I looked at the program and noted the names representing many different nationalities and cultures:  Youstra, Scimonelli, Kim, Javadov, Onukwugna, Cueves, Ndekwu, and Williams.  I looked at the audience and saw the same wondrous thing.  There were people of many colors, ages and appearances.  Some in the audience were young, some were old, and some in-between.  What a mixture—people, some not so well off, others well-to-do (you can always tell)—all together in one place. This is God’s Promise, I thought, coming to fruition, “a friendly world of friendly folk beneath a friendly sky.”  This is the Promise of Advent (Emmanuel:  God with us), even now breaking forth from the bud.  

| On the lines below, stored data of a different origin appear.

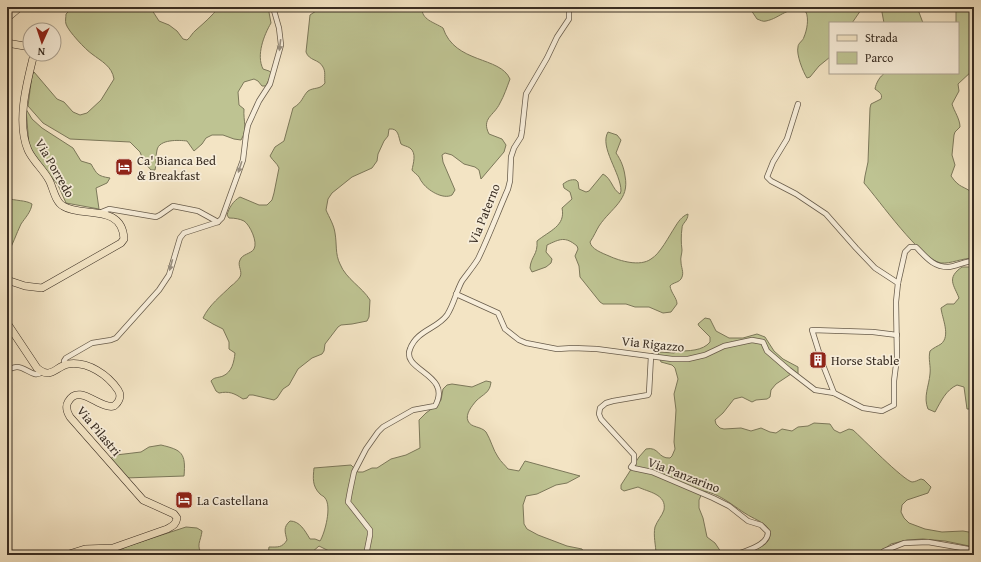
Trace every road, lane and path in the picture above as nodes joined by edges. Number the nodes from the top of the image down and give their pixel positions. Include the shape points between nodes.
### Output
1 (20, 7) edge
2 (273, 7) edge
3 (569, 7) edge
4 (7, 18) edge
5 (7, 44) edge
6 (22, 46) edge
7 (32, 62) edge
8 (798, 104) dead end
9 (99, 213) junction
10 (218, 222) junction
11 (974, 261) edge
12 (7, 280) edge
13 (898, 283) junction
14 (456, 294) junction
15 (7, 323) edge
16 (897, 335) junction
17 (651, 356) junction
18 (65, 365) junction
19 (7, 370) edge
20 (42, 372) junction
21 (834, 393) junction
22 (974, 554) edge
23 (66, 555) edge
24 (366, 555) edge
25 (736, 555) edge
26 (879, 555) edge

1 - 4 main road
2 -> 10 street via 281,37 278,57 270,84 248,125 243,160 222,218
3 - 14 street, Via Paterno via 569,20 528,89 521,137 511,156 508,189 477,260
5 - 6 main road
7 - 9 main road, Via Porredo via 23,98 23,125 28,149 61,205
8 - 13 street via 787,139 767,176 771,181 826,214 875,268
9 - 10 street via 110,209 156,216 173,206 198,211
9 - 12 main road, Via Porredo via 116,220 124,236 121,244 42,288 24,286
10 -> 18 street via 184,233 180,238 169,275 159,290 116,338 92,343 66,358
11 - 13 street, Via Rigazzo via 948,267 930,263 916,247 910,247 905,252
13 - 16 street, Via Rigazzo
14 - 17 street, Via Rigazzo via 498,313 505,329 526,343 557,349 597,349
14 - 24 street, Via Paterno via 443,320 421,334 409,352 415,367 435,382 438,393 435,406 413,410 383,427 366,449 354,472 348,502 370,530
15 - 20 main road
16 - 21 street, Via Rigazzo via 894,405 882,411 863,408
16 - 21 street via 812,330
17 - 21 street, Via Rigazzo via 688,359 705,355 724,346 752,340 763,342 768,351 788,370 813,389
17 - 25 street, Via Panzarino via 648,395 606,403 600,408 601,419 634,455 633,468 652,472 713,498 748,520 761,525 768,532 768,538 762,543
18 - 20 main road via 48,374
18 - 23 main road, Via Pilastri via 75,364 96,369 118,390 119,401 114,406 106,407 79,395 69,400 67,412 143,500 174,514 177,518 167,529 113,548 85,549
19 - 20 street via 17,367 35,375
22 - 26 street via 968,549 928,542 904,543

You see, only if Emmanuel is “born anew in us” can the Advent Promise be fulfilled—“All Faiths, All Ages, All Races, All Sexes.”  Only if Love becomes the norm, can the myriad pieces of humanity (colors, shapes, sizes—religions, lifestyles, politics, philosophies) be sewn together into a quilt.  The Promise was made—the Promise is kept (when we learn how to love one another in spite of our differences).


“Joy to the world! (we sang together that night) the Lord has come:  Let earth receive her King. Let every heart prepare him room, And heav’n and nature sing…”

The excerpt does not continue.